- _Task brief_: Whenever a line below includes the string "Malick", show it.

START Records for this exercise

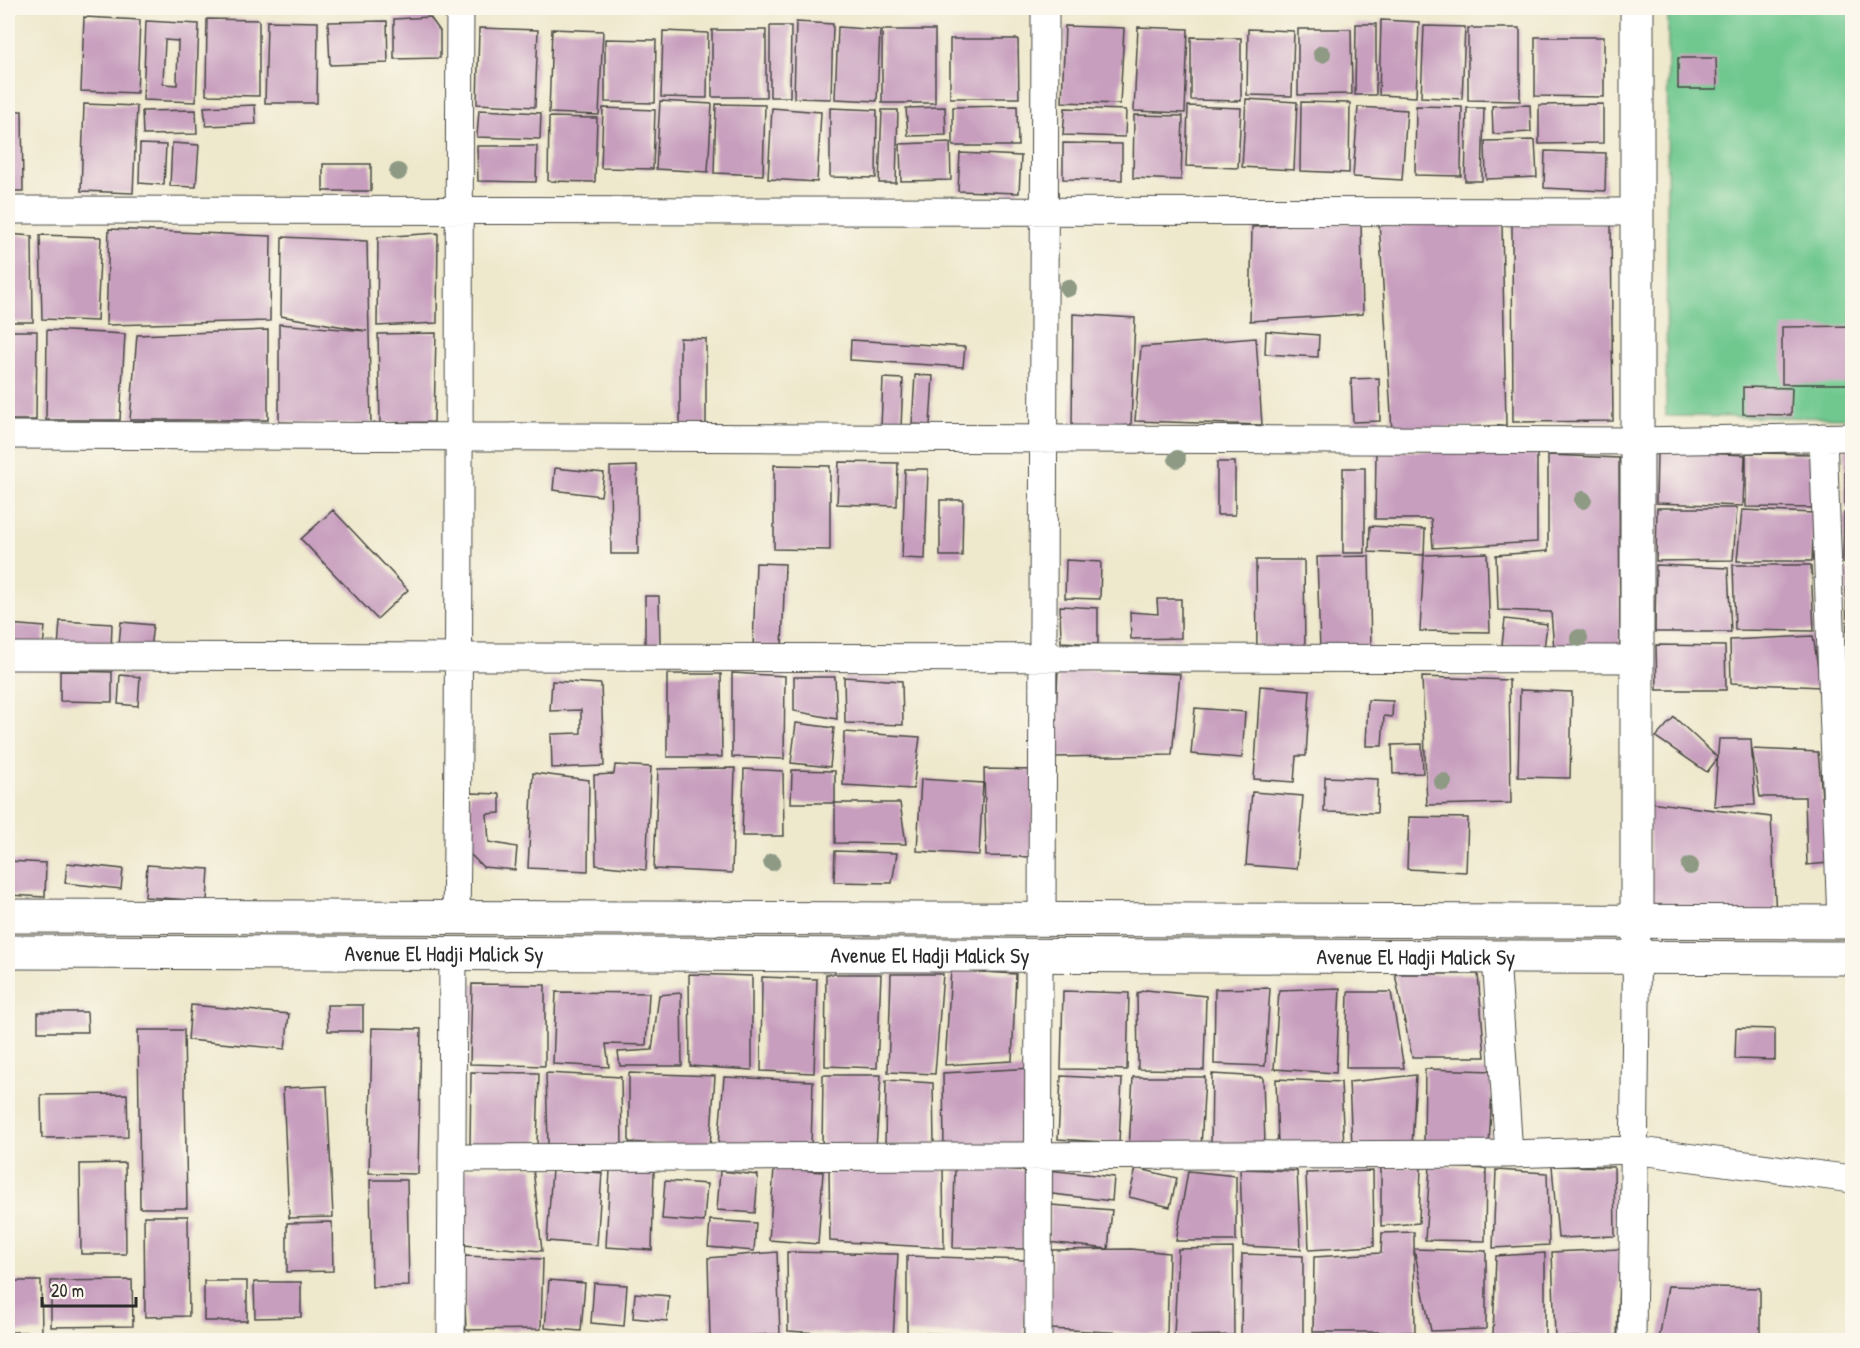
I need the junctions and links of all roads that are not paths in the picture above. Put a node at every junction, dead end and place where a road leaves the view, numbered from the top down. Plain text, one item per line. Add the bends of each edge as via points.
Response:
1 (460, 8) edge
2 (1046, 8) edge
3 (1637, 8) edge
4 (8, 210) edge
5 (459, 211) junction
6 (1044, 211) junction
7 (1637, 212) junction
8 (8, 435) edge
9 (457, 436) junction
10 (1822, 437) junction
11 (1852, 437) edge
12 (1043, 439) junction
13 (1636, 441) junction
14 (8, 656) edge
15 (460, 656) junction
16 (1042, 658) junction
17 (1636, 659) junction
18 (8, 916) edge
19 (456, 918) junction
20 (1042, 920) junction
21 (1637, 921) junction
22 (1847, 922) edge
23 (8, 952) edge
24 (453, 954) junction
25 (1039, 955) junction
26 (1496, 957) junction
27 (1852, 958) edge
28 (1636, 959) junction
29 (1633, 1150) junction
30 (1509, 1155) junction
31 (1039, 1156) junction
32 (453, 1158) junction
33 (1852, 1179) edge
34 (451, 1341) edge
35 (1038, 1341) edge
36 (1632, 1341) edge

1 - 5 street
2 - 6 street
3 - 7 street
4 - 5 street
5 - 6 street
5 - 9 street
6 - 7 street
6 - 12 street
7 - 13 street
8 - 9 street
9 - 12 street
9 - 15 street
10 - 11 street
10 - 13 street
10 - 22 street
12 - 13 street
12 - 16 street
13 - 17 street
14 - 15 street
15 - 16 street
15 - 19 street
16 - 17 street
16 - 20 street
17 - 21 street
18 - 19 street, Avenue El Hadji Malick Sy
19 - 20 street, Avenue El Hadji Malick Sy
20 - 21 street, Avenue El Hadji Malick Sy
21 - 22 street, Avenue El Hadji Malick Sy
21 - 28 street
23 - 24 street, Avenue El Hadji Malick Sy
24 - 25 street, Avenue El Hadji Malick Sy
24 - 32 street
25 - 26 street, Avenue El Hadji Malick Sy
25 - 31 street
26 - 28 street, Avenue El Hadji Malick Sy
26 - 30 street
27 - 28 street, Avenue El Hadji Malick Sy
28 - 29 street
29 - 30 street
29 - 33 street
29 - 36 street
30 - 31 street
31 - 32 street
31 - 35 street
32 - 34 street

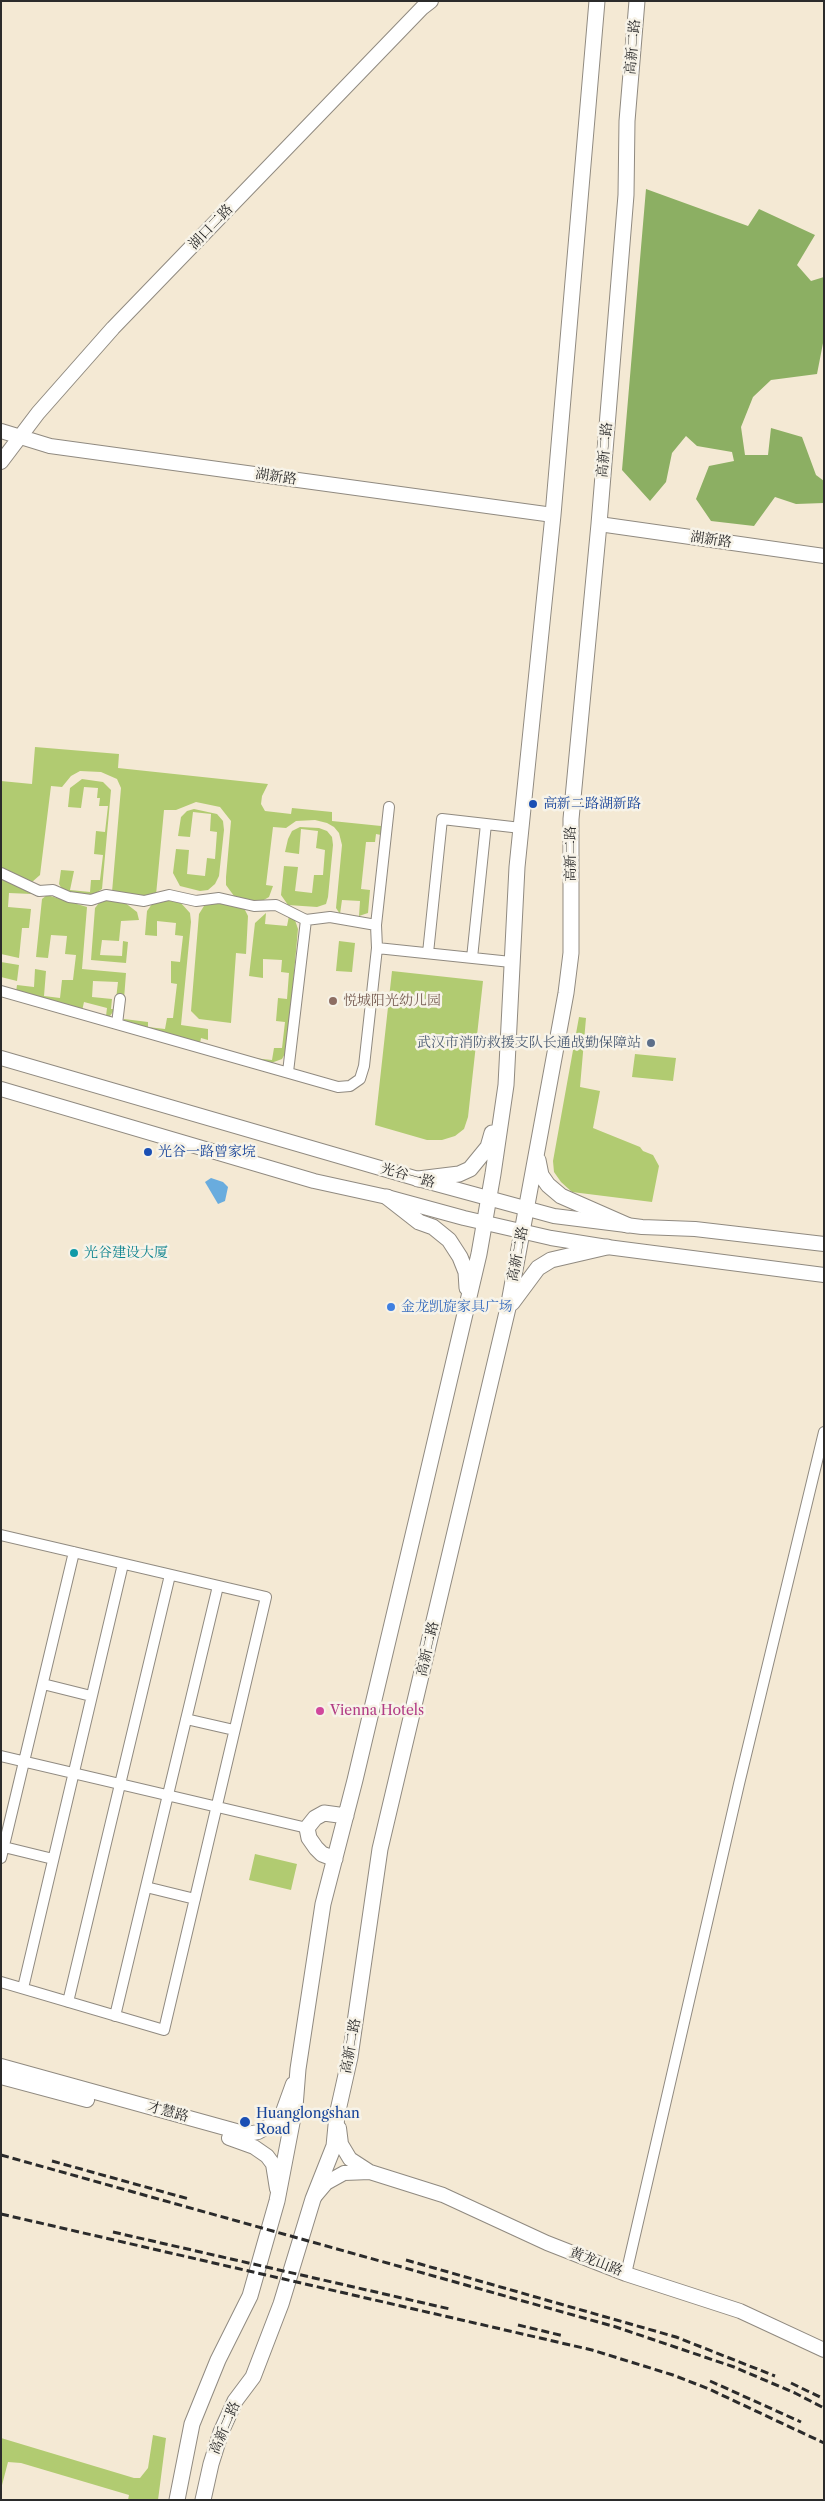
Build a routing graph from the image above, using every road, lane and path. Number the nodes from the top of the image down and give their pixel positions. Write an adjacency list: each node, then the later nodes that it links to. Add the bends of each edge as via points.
1 (431, 1): 5 (street, 湖口二路, via 114,328)
2 (597, 1): 7 (main road, 高新二路)
3 (635, 1): 8 (main road, 高新二路, via 626,195)
4 (1, 431): 5 (street, 湖新路)
5 (20, 436): 6 (street, 湖口二路); 7 (street, 湖新路, via 50,446)
6 (1, 462)
7 (553, 515): 12 (main road, 高新二路)
8 (599, 524): 9 (street, 湖新路); 27 (main road, 高新二路, via 571,819 571,953)
9 (824, 556)
10 (389, 807): 15 (street)
11 (486, 824): 12 (street); 17 (street, via 442,819); 18 (street)
12 (521, 828): 19 (main road, 高新二路)
13 (1, 873): 14 (street, via 39,891 53,890 69,897 91,900 106,895 144,902 169,895 196,901 219,898 254,906 276,905)
14 (306, 920): 15 (street, via 330,917); 24 (street)
15 (376, 925): 16 (street)
16 (377, 948): 17 (street); 24 (street, via 360,1078 350,1086 338,1087)
17 (428, 953): 18 (street)
18 (472, 958): 19 (street)
19 (511, 962): 25 (main road, 高新二路)
20 (1, 991): 22 (street)
21 (120, 998): 22 (street)
22 (118, 1024): 24 (street)
23 (1, 1058): 28 (street, 光谷一路)
24 (288, 1072)
25 (506, 1086): 28 (main road, via 488,1147 475,1164 458,1174); 30 (main road, 高新二路)
26 (1, 1089): 29 (street, 光谷一路, via 314,1181)
27 (537, 1154): 31 (main road, 高新二路); 33 (main road, via 541,1175 561,1196)
28 (418, 1179): 30 (street, 光谷一路)
29 (387, 1197): 32 (street, 光谷一路); 40 (main road, via 418,1222 433,1227 449,1240 466,1272)
30 (489, 1198): 31 (street, 光谷一路); 32 (main road, 高新二路)
31 (527, 1209): 33 (street, 光谷一路, via 554,1216); 34 (main road, 高新二路)
32 (484, 1223): 34 (street, 光谷一路); 40 (main road, 高新二路)
33 (626, 1225): 35 (street, 光谷一路, via 695,1228)
34 (523, 1232): 36 (street, 光谷一路); 41 (main road, 高新二路)
35 (824, 1244)
36 (607, 1247): 37 (street, 光谷一路); 41 (main road, via 552,1260 538,1268)
37 (800, 1272): 38 (street, 光谷一路); 39 (street)
38 (824, 1275)
39 (824, 1281)
40 (468, 1299): 58 (main road, 高新二路)
41 (508, 1308): 73 (main road, 高新二路, via 380,1849 350,2057)
42 (824, 1432): 77 (street, via 738,1784)
43 (1, 1535): 44 (street)
44 (74, 1552): 45 (street); 48 (street)
45 (123, 1564): 46 (street); 49 (street)
46 (170, 1575): 47 (street); 55 (street)
47 (218, 1586): 50 (street); 51 (street, via 266,1597)
48 (43, 1684): 49 (street); 53 (street)
49 (92, 1696): 54 (street)
50 (186, 1719): 51 (street); 56 (street)
51 (234, 1730): 57 (street)
52 (1, 1756): 53 (street)
53 (24, 1761): 54 (street); 60 (street)
54 (73, 1773): 55 (street); 62 (street)
55 (120, 1784): 56 (street); 68 (street)
56 (168, 1795): 57 (street); 64 (street)
57 (216, 1807): 59 (street); 65 (street)
58 (346, 1816): 59 (main road, via 324,1813); 63 (main road, 高新二路)
59 (307, 1828): 63 (main road, via 316,1848)
60 (4, 1847): 61 (street); 62 (street)
61 (1, 1858)
62 (53, 1859): 67 (street)
63 (335, 1859): 71 (main road, 高新二路, via 315,1949)
64 (146, 1887): 65 (street); 69 (street)
65 (195, 1899): 69 (street, via 164,2030)
66 (1, 1982): 67 (street)
67 (23, 1988): 68 (street)
68 (68, 2002): 69 (street)
69 (115, 2016)
70 (1, 2066): 71 (street, 才慧路, via 247,2134 280,2120)
71 (298, 2069): 76 (main road, 高新二路, via 295,2108)
72 (1, 2076): 76 (street, 才慧路, via 249,2144 273,2164 277,2177)
73 (338, 2116): 74 (street, 黄龙山路, via 341,2144 350,2159); 75 (main road, 高新二路, via 334,2146)
74 (370, 2172): 75 (street, 黄龙山路, via 344,2173 326,2183); 77 (street, 黄龙山路, via 443,2195 547,2244)
75 (313, 2199): 80 (main road, 高新二路, via 281,2304 253,2377 235,2401 222,2432 210,2464)
76 (277, 2201): 79 (main road, 高新二路, via 250,2296 218,2360 192,2424)
77 (626, 2274): 78 (street, 黄龙山路, via 740,2311)
78 (824, 2350)
79 (177, 2500)
80 (203, 2500)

END Records for this exercise

- _Answer section_:
18 - 19 street, Avenue El Hadji Malick Sy
19 - 20 street, Avenue El Hadji Malick Sy
20 - 21 street, Avenue El Hadji Malick Sy
21 - 22 street, Avenue El Hadji Malick Sy
23 - 24 street, Avenue El Hadji Malick Sy
24 - 25 street, Avenue El Hadji Malick Sy
25 - 26 street, Avenue El Hadji Malick Sy
26 - 28 street, Avenue El Hadji Malick Sy
27 - 28 street, Avenue El Hadji Malick Sy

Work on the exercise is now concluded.